What is required> Collect every line of the records below that contains the word "above".

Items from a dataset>
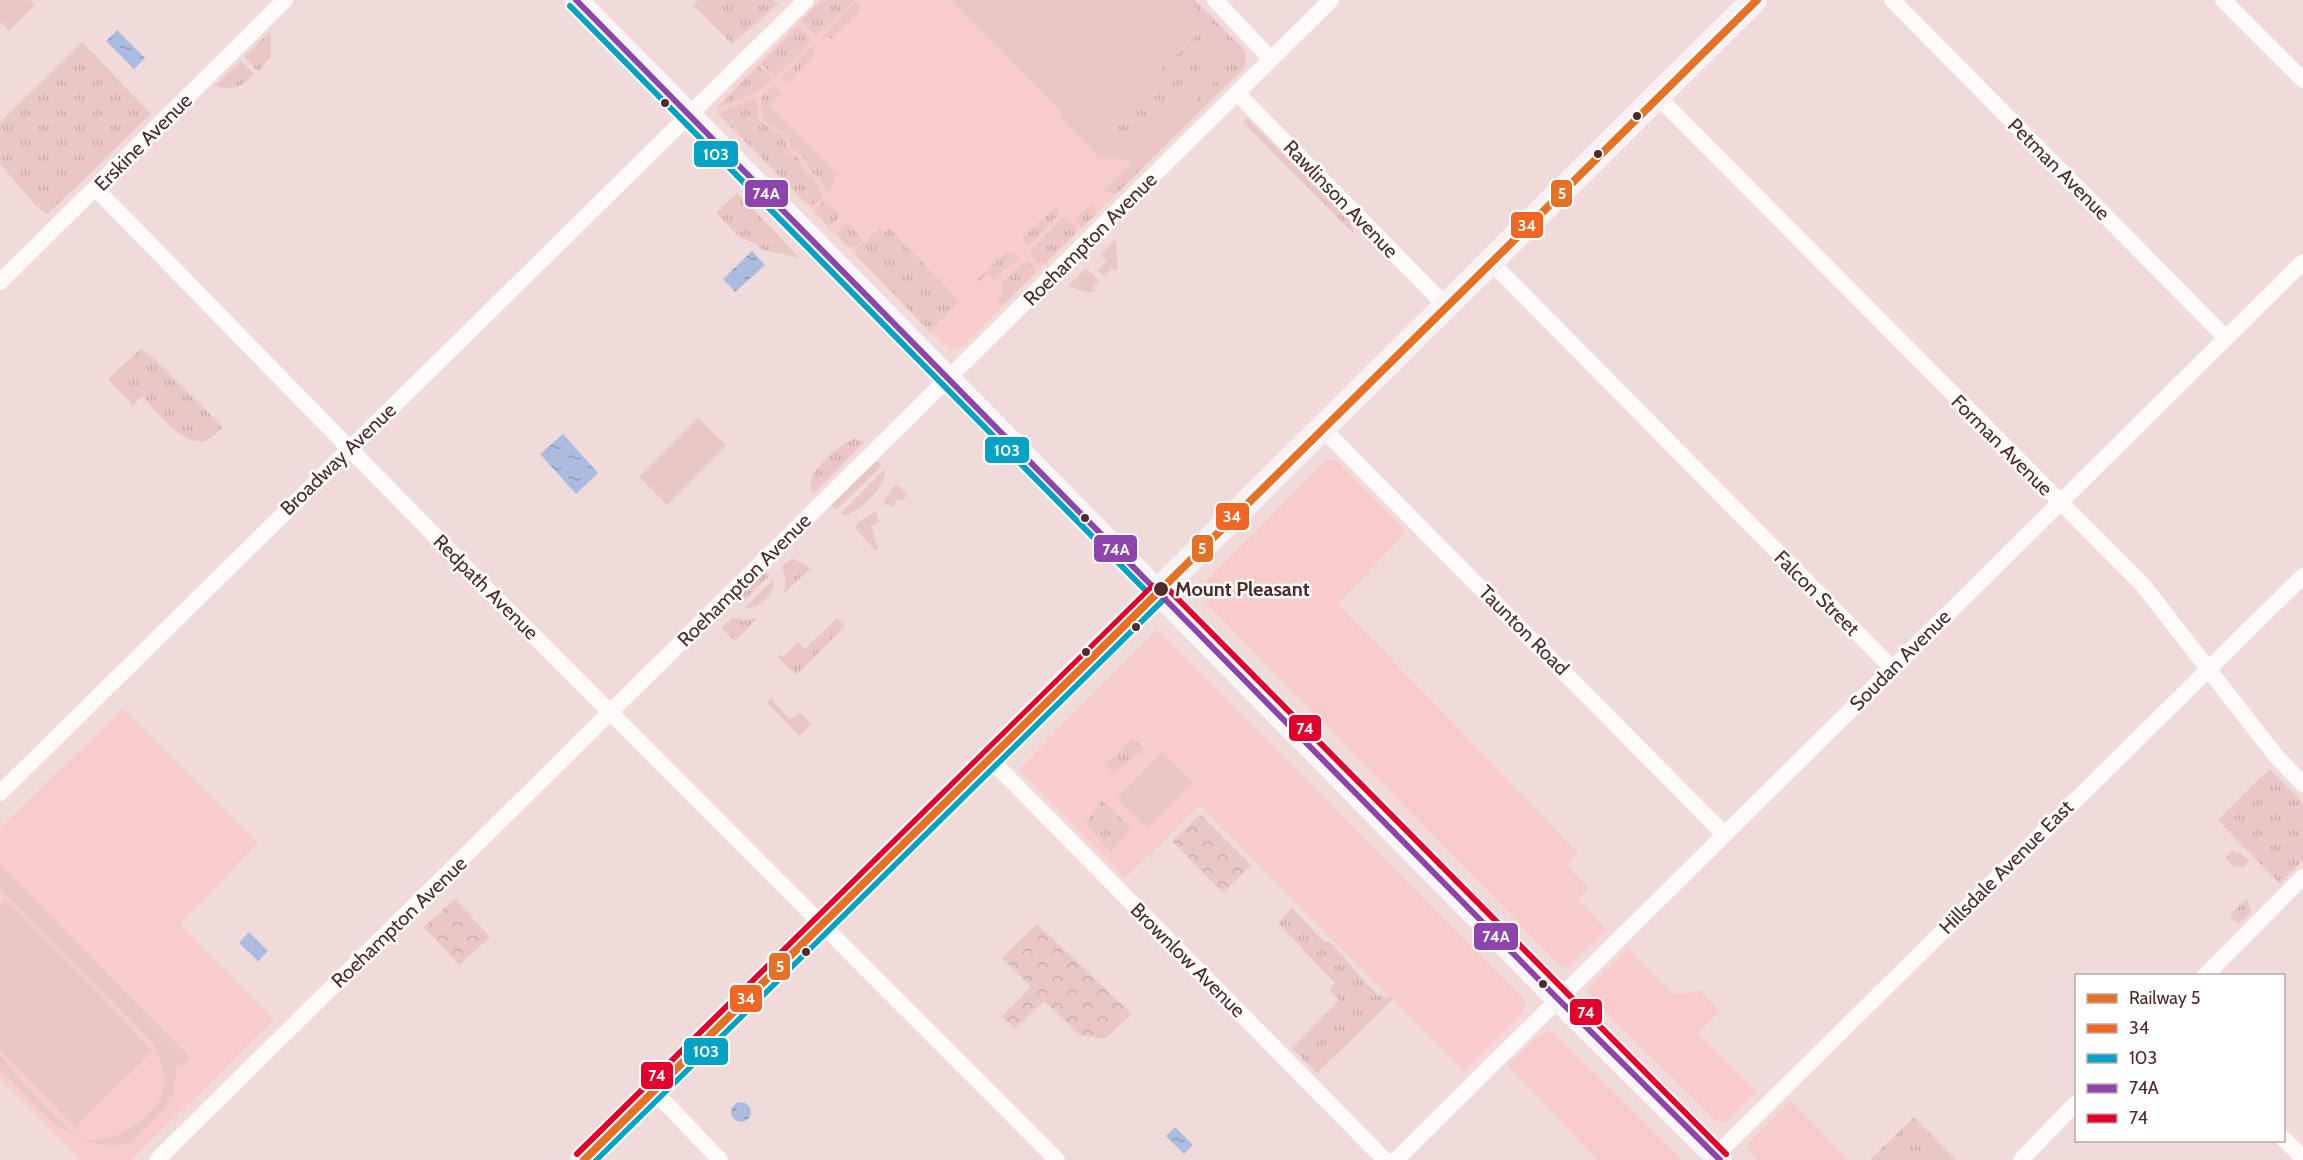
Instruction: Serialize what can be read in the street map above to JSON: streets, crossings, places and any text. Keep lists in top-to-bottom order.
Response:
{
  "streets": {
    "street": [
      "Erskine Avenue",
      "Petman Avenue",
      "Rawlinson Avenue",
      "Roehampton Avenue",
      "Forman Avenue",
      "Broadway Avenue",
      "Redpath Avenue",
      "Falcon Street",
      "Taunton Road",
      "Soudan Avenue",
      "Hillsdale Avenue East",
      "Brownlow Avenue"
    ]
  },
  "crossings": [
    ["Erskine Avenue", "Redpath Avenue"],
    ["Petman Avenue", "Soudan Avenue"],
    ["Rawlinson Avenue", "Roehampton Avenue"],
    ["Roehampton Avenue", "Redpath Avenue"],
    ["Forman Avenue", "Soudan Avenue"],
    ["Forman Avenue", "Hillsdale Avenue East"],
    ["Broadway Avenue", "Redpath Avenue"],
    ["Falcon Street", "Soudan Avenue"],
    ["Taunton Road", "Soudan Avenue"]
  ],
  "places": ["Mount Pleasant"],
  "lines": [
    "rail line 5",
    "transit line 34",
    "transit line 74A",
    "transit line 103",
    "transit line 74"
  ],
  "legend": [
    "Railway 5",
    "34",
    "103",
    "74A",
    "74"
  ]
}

--

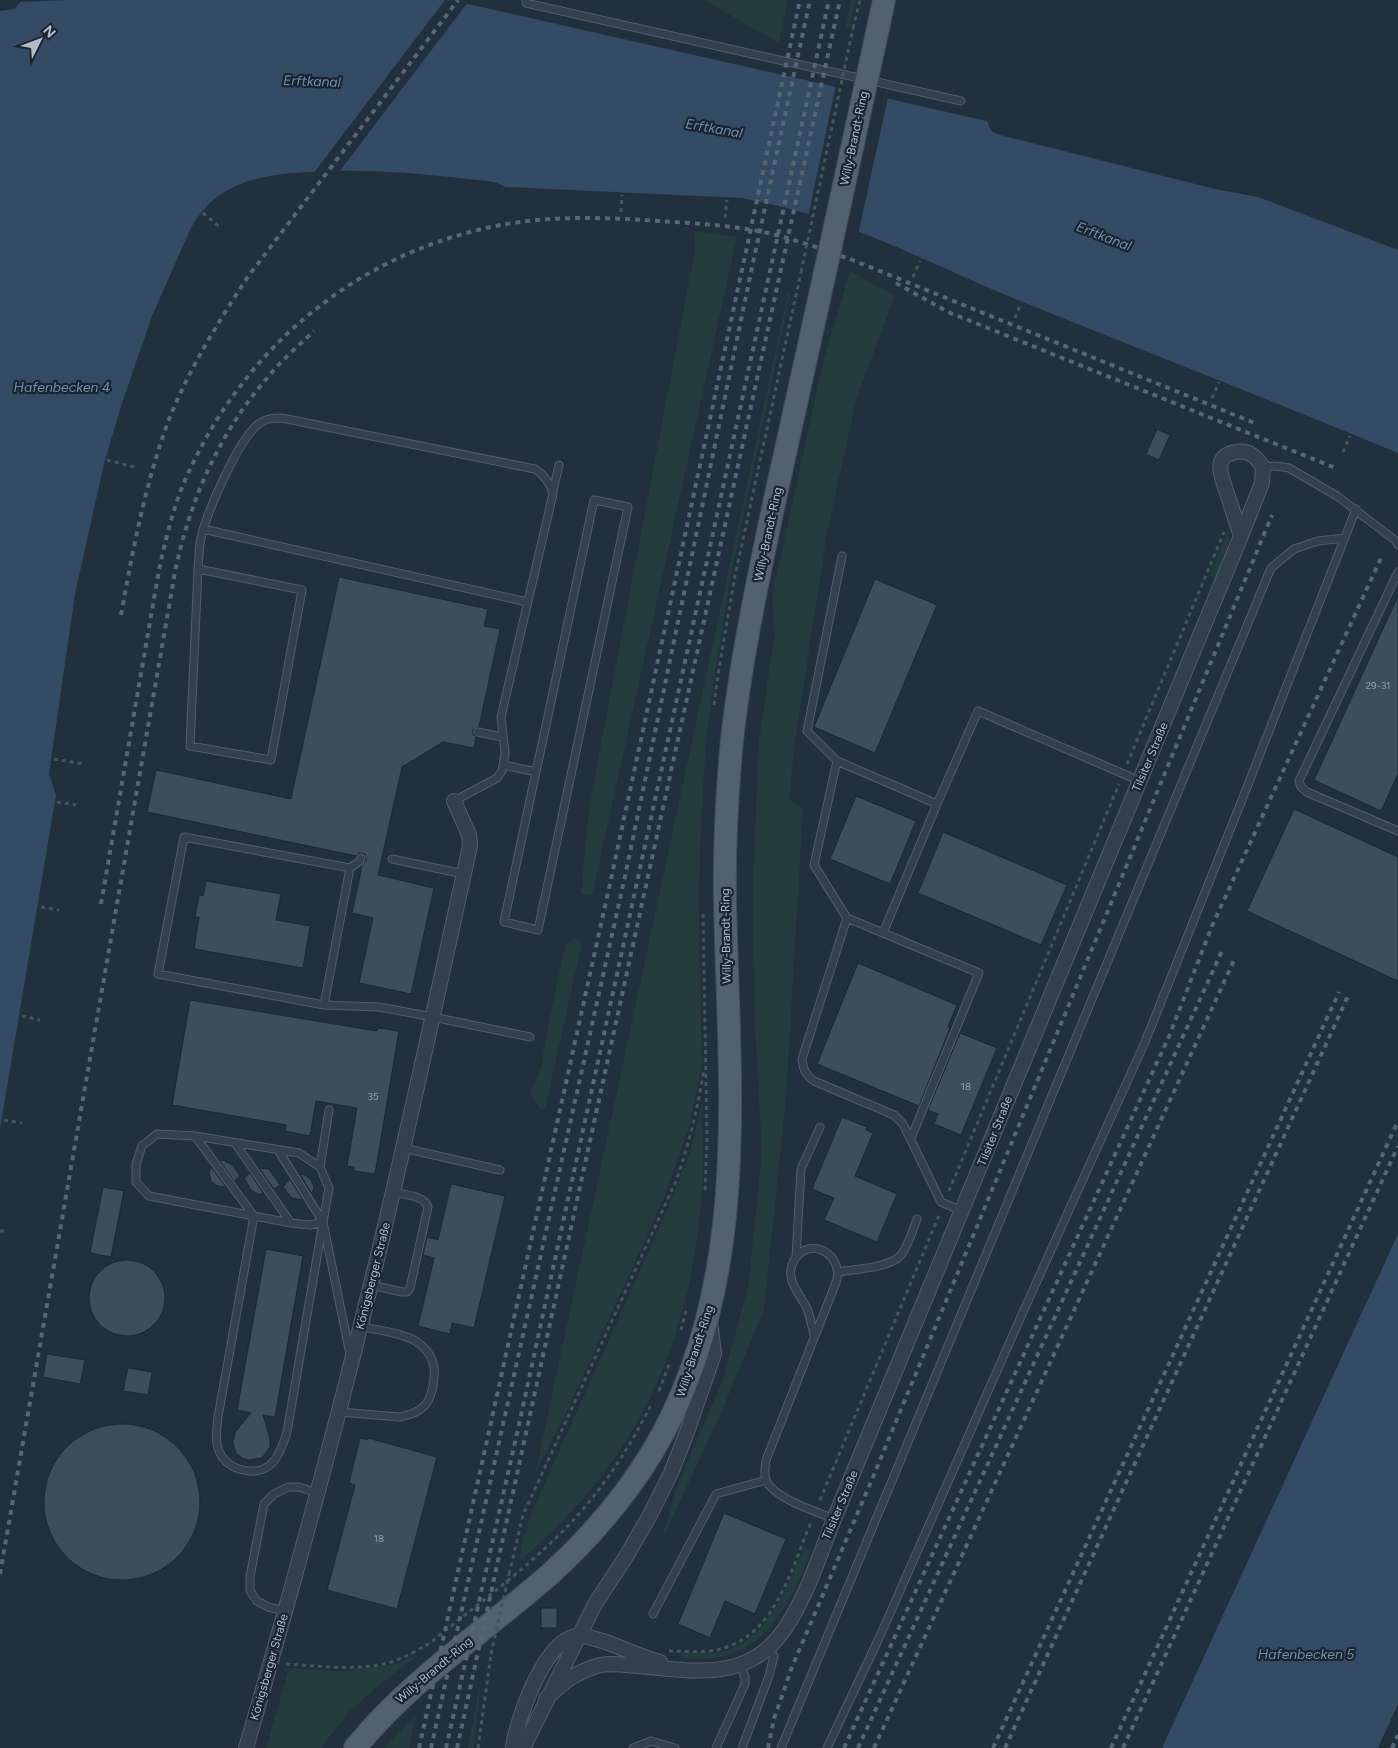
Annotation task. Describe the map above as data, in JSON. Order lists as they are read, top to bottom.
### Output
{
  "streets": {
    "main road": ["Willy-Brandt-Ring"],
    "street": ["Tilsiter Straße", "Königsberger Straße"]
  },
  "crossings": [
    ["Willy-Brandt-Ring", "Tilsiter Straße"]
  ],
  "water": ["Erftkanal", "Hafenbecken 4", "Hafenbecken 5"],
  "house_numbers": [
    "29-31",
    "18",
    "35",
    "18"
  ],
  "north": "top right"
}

Solution to this exercise>
Instruction: Serialize what can be read in the street map above to JSON: streets, crossings, places and any text. Keep lists in top-to-bottom order.
Annotation task. Describe the map above as data, in JSON. Order lists as they are read, top to bottom.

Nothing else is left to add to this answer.